-------- Source data --------

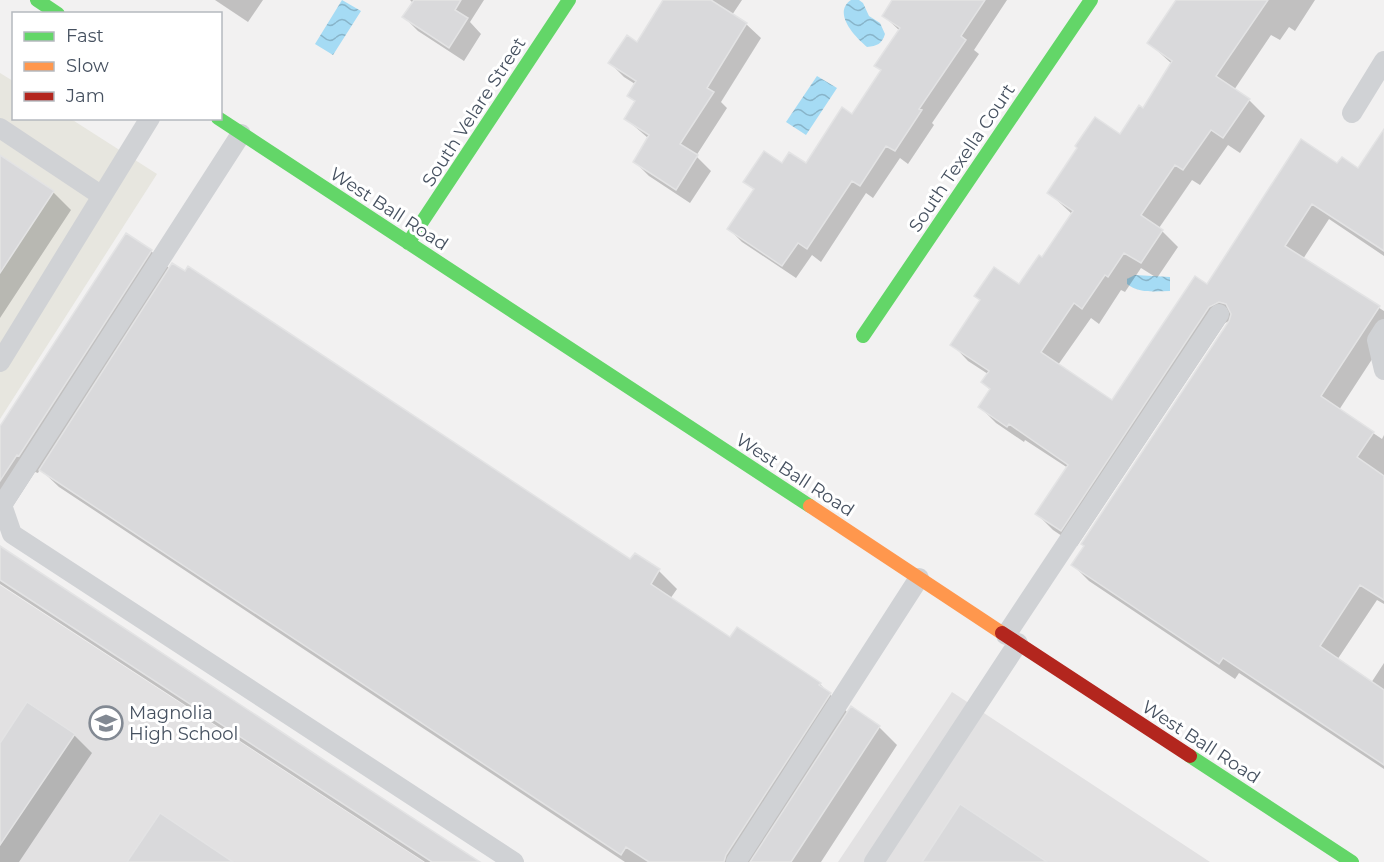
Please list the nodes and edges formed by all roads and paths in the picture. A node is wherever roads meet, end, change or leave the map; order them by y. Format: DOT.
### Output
graph roads {
  1 [pos="37,0"];
  2 [pos="569,0"];
  3 [pos="1091,0"];
  4 [pos="55,12"];
  5 [pos="1384,61"];
  6 [pos="1352,113"];
  7 [pos="149,120"];
  8 [pos="221,120"];
  9 [pos="0,128"];
  10 [pos="242,134"];
  11 [pos="102,196"];
  12 [pos="408,243"];
  13 [pos="1220,314"];
  14 [pos="1384,330"];
  15 [pos="863,336"];
  16 [pos="0,362"];
  17 [pos="1384,370"];
  18 [pos="919,578"];
  19 [pos="1012,639"];
  20 [pos="514,862"];
  21 [pos="736,862"];
  22 [pos="874,862"];
  23 [pos="1352,862"];
  1 -- 4 [label="main road"];
  2 -- 12 [label="main road, South Velare Street"];
  3 -- 15 [label="main road, South Texella Court"];
  5 -- 6 [label="lane"];
  7 -- 11 [label="lane"];
  8 -- 10 [label="main road, West Ball Road"];
  9 -- 11 [label="lane"];
  10 -- 12 [label="main road, West Ball Road"];
  10 -- 20 [label="lane"];
  11 -- 16 [label="lane"];
  12 -- 18 [label="main road, West Ball Road"];
  13 -- 19 [label="lane"];
  14 -- 17 [label="lane"];
  18 -- 19 [label="main road, West Ball Road"];
  18 -- 21 [label="lane"];
  19 -- 22 [label="lane"];
  19 -- 23 [label="main road, West Ball Road"];
}
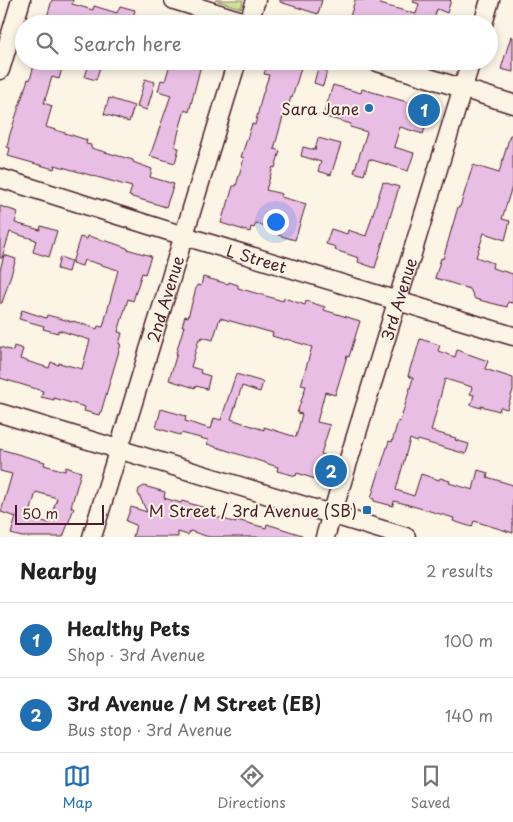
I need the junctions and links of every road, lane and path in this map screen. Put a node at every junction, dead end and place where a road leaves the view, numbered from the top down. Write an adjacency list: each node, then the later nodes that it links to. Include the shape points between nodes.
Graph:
1 (22, 0): 5 (street)
2 (174, 0): 6 (street)
3 (256, 0): 7 (street)
4 (490, 0): 8 (street)
5 (17, 15)
6 (224, 15)
7 (252, 15)
8 (486, 15)
9 (15, 20): 10 (street)
10 (1, 60)
11 (234, 70): 17 (street, 2nd Avenue)
12 (402, 70): 14 (street)
13 (468, 70): 14 (street, 3rd Avenue)
14 (462, 89): 15 (street); 18 (street, 3rd Avenue)
15 (513, 104)
16 (0, 178): 17 (street, L Street)
17 (184, 236): 18 (street, L Street); 21 (street, 2nd Avenue)
18 (398, 301): 19 (street, L Street); 22 (street, 3rd Avenue)
19 (513, 336)
20 (0, 413): 21 (street)
21 (119, 449): 22 (street); 23 (street, 2nd Avenue)
22 (332, 515): 24 (street, 3rd Avenue); 25 (street)
23 (92, 537)
24 (325, 537)
25 (406, 537)

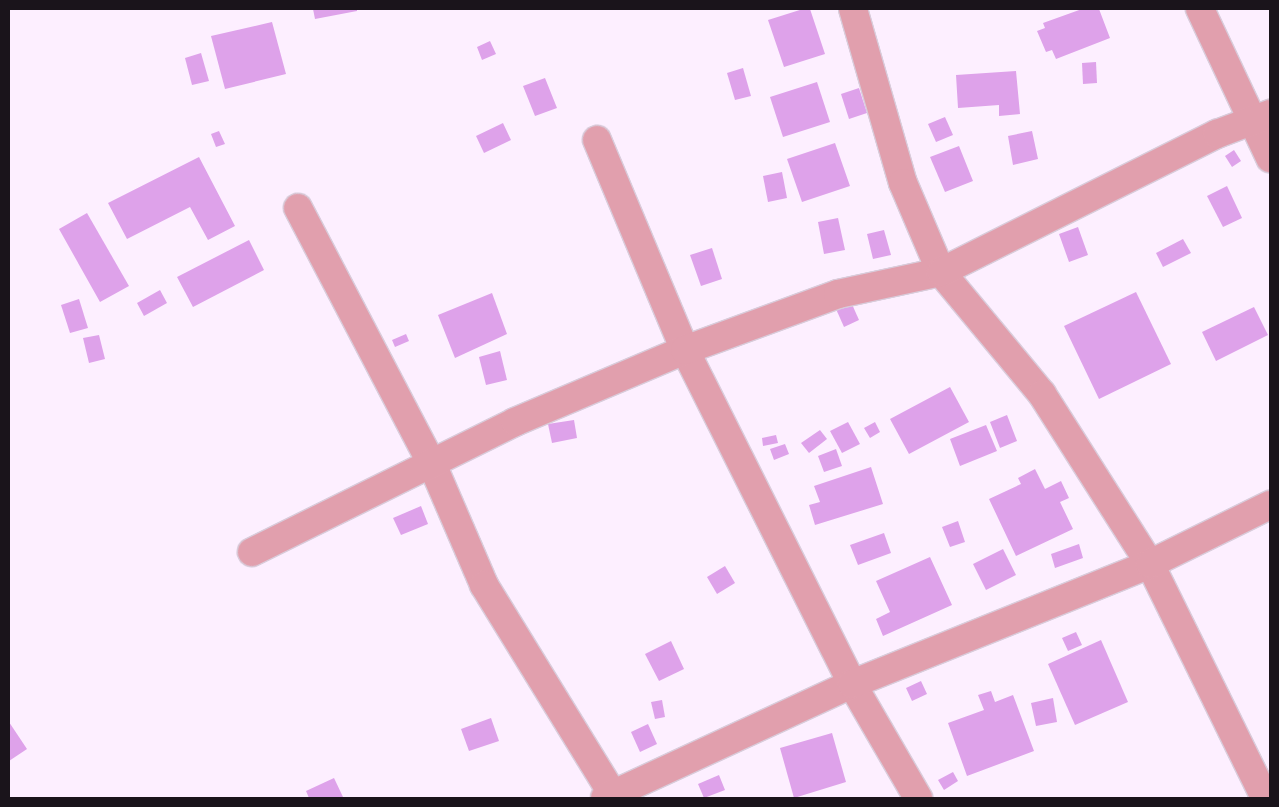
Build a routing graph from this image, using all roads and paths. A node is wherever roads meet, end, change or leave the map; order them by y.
1 (853, 9) edge
2 (1200, 9) edge
3 (1262, 117) edge
4 (597, 140) dead end
5 (1270, 158) edge
6 (298, 208) dead end
7 (941, 272) junction
8 (685, 350) junction
9 (432, 464) junction
10 (1270, 505) edge
11 (252, 552) dead end
12 (1150, 564) junction
13 (852, 684) junction
14 (611, 797) edge
15 (918, 798) edge
16 (1265, 798) edge

1 - 7 street
2 - 3 street
3 - 5 street
3 - 7 street
4 - 8 street
6 - 9 street
7 - 8 street
7 - 12 street
8 - 9 street
8 - 13 street
9 - 11 street
9 - 14 street
10 - 12 street
12 - 13 street
12 - 16 street
13 - 14 street
13 - 15 street

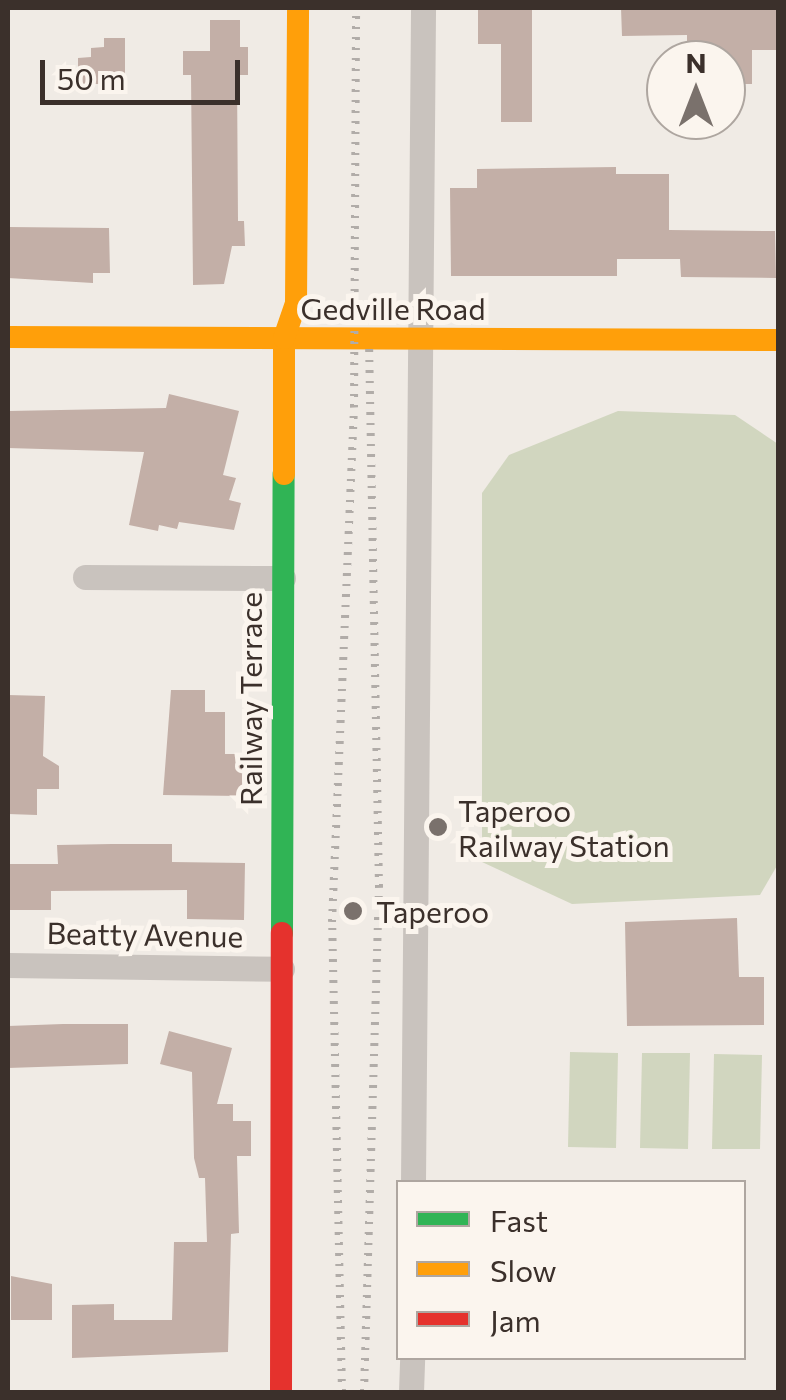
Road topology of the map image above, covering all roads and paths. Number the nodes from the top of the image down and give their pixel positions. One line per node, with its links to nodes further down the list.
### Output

--------

Set down nothing but the lines from the one containing "Road topology of" through the final line above, exactly as written.

Road topology of the map image above, covering all roads and paths. Number the nodes from the top of the image down and give their pixel positions. One line per node, with its links to nodes further down the list.
### Output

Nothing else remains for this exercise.